Depression is fairly common after cardiac surgery, and a group of Canadian researchers identified several preoperative factors that may predict depression postoperatively, including a low left ventricular ejection fraction (LVEF), physical inactivity and being either depressed or at-risk for depression prior to surgery.
In a study published in the December 2013 issue of the Canadian Journal of Cardiology, investigators led by David Horne, MD, DCh, of the University of Manitoba in Winnipeg, Canada, quantified depression with a questionnaire in a group of 436 patients scheduled for nonemergent cardiac surgery between 2010 and 2011. They used a questionnaire and accelerometry to evaluate physical activity and surveyed patients before surgery (Q1), at the time of discharge (Q2), three months later (Q3) and six months later (Q4).
Depression increased significantly from the preoperative period to discharge, and 29 percent of patients experienced new-onset depression. Fifty-eight percent of the patients at risk for depression were depressed at discharge. The prevalence of depression during the four time periods was 23 percent, 37 percent, 21 percent and 23 percent, respectively.
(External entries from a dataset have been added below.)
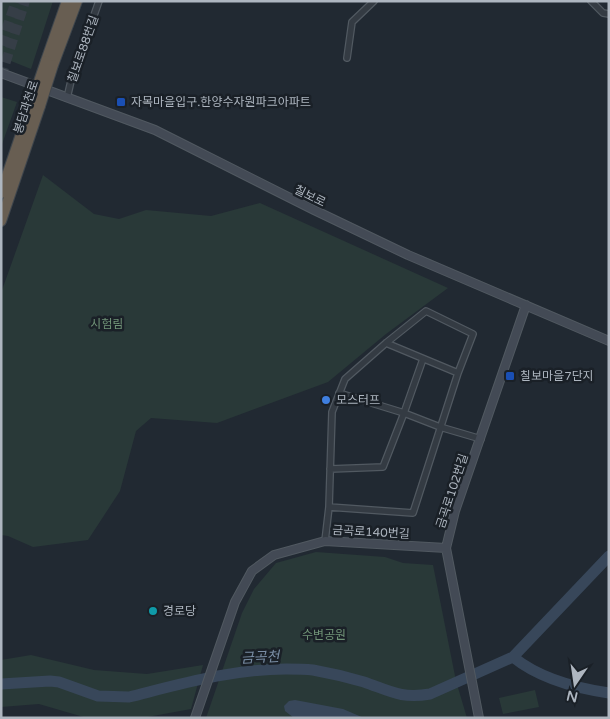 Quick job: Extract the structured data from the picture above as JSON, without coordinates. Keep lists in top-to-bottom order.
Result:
{
  "streets": {
    "highway": ["봉담과천로"],
    "street": [
      "칠보로88번길",
      "칠보로",
      "금곡로102번길",
      "금곡로140번길"
    ]
  },
  "crossings": [
    ["칠보로88번길", "칠보로"],
    ["칠보로", "금곡로102번길"],
    ["금곡로102번길", "금곡로140번길"]
  ],
  "water": ["금곡천"],
  "parks": ["시험림", "수변공원"],
  "places": {
    "transit": ["자목마을입구.한양수자원파크아파트", "칠보마을7단지"],
    "other": ["모스터프", "경로당"]
  },
  "north": "bottom"
} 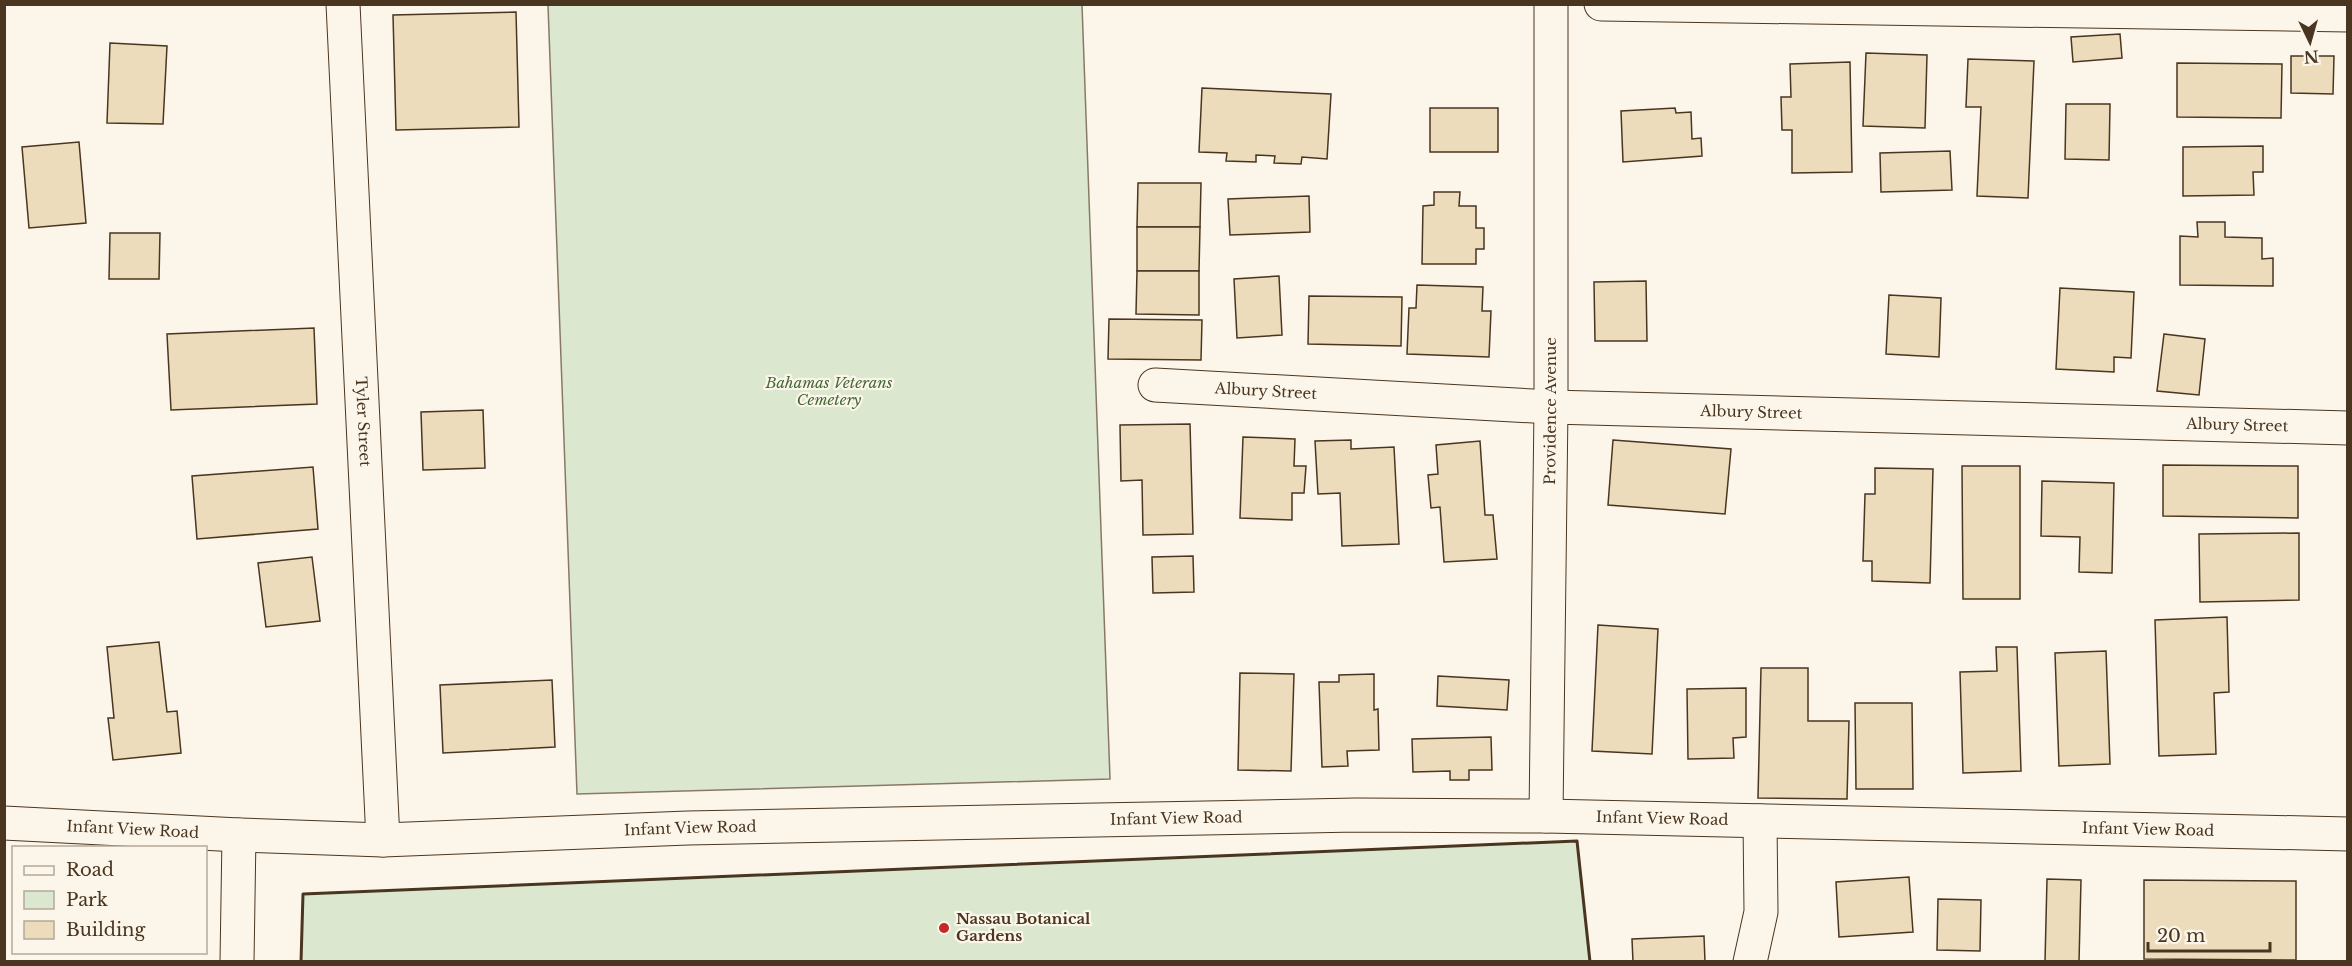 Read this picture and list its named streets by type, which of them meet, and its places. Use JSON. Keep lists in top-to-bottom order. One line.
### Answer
{"streets":{"street":["Albury Street","Providence Avenue","Tyler Street","Infant View Road"]},"crossings":[["Albury Street","Providence Avenue"],["Providence Avenue","Infant View Road"],["Tyler Street","Infant View Road"]],"parks":["Bahamas Veterans Cemetery"],"places":["Nassau Botanical Gardens"],"legend":["Road","Park","Building"],"scale_bar":"20 m","north":"bottom"}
Preoperative factors that independently predicted depression were LVEF of less than 50 percent, physical inactivity, being at-risk or having a history of depression, a hospital stay of more than a week, a stressful event in the postoperative period and a cardiopulmonary bypass time of more than two hours.
Patients who were more physically active were significantly less depressed at each of the time intervals based on their questionnaire scores. Patients who were not depressed before surgery and at six months after discharge reported being more physically active compared with depressed patients six months after discharge (average activity time during Q4 was 570 minutes per week vs. 420 minutes per week).
Horne et al noted that an important limitation of their study was not knowing whether depression led to physical inactivity or vice versa. However, they argued that their findings “justify more detailed perioperative assessments of depression, physical activity, and the need for assisted biopsychosocial support in patients undergoing cardiac surgery.”